Task goal.
All entries below are to be reproduced precisely as they stand, without the pictures.

Bounding boxes with keypoints.
# # # # # # #

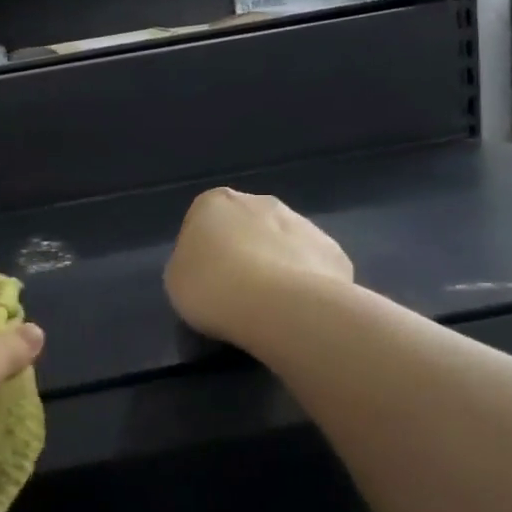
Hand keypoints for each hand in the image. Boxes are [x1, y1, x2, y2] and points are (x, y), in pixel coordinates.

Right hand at [164, 188, 352, 342]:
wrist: (279, 307)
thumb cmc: (212, 287)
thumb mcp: (177, 278)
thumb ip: (191, 262)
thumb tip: (211, 265)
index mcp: (215, 202)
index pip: (203, 222)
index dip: (202, 252)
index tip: (204, 280)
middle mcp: (260, 202)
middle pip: (247, 227)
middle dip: (244, 251)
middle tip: (236, 291)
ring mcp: (303, 223)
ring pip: (283, 244)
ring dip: (277, 266)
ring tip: (269, 307)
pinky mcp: (334, 252)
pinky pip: (313, 268)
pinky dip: (306, 284)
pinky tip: (298, 310)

# # # # # # #

Output of the exercise.
Hand keypoints for each hand in the image. Boxes are [x1, y1, x2, y2] and points are (x, y), in pixel coordinates.

Right hand at [164, 188, 352, 342]:
wrist: (279, 307)
thumb cmc: (212, 287)
thumb mcp: (177, 278)
thumb ip: (191, 262)
thumb tip: (211, 265)
index mcp: (215, 202)
index pip: (203, 222)
index dip: (202, 252)
index tip: (204, 280)
middle mcp: (260, 202)
middle pip: (247, 227)
middle dip: (244, 251)
middle tip: (236, 291)
ring mcp: (303, 223)
ring pip: (283, 244)
ring dip: (277, 266)
ring tip: (269, 307)
pinky mcp: (334, 252)
pinky pip: (313, 268)
pinky dip: (306, 284)
pinky tip: (298, 310)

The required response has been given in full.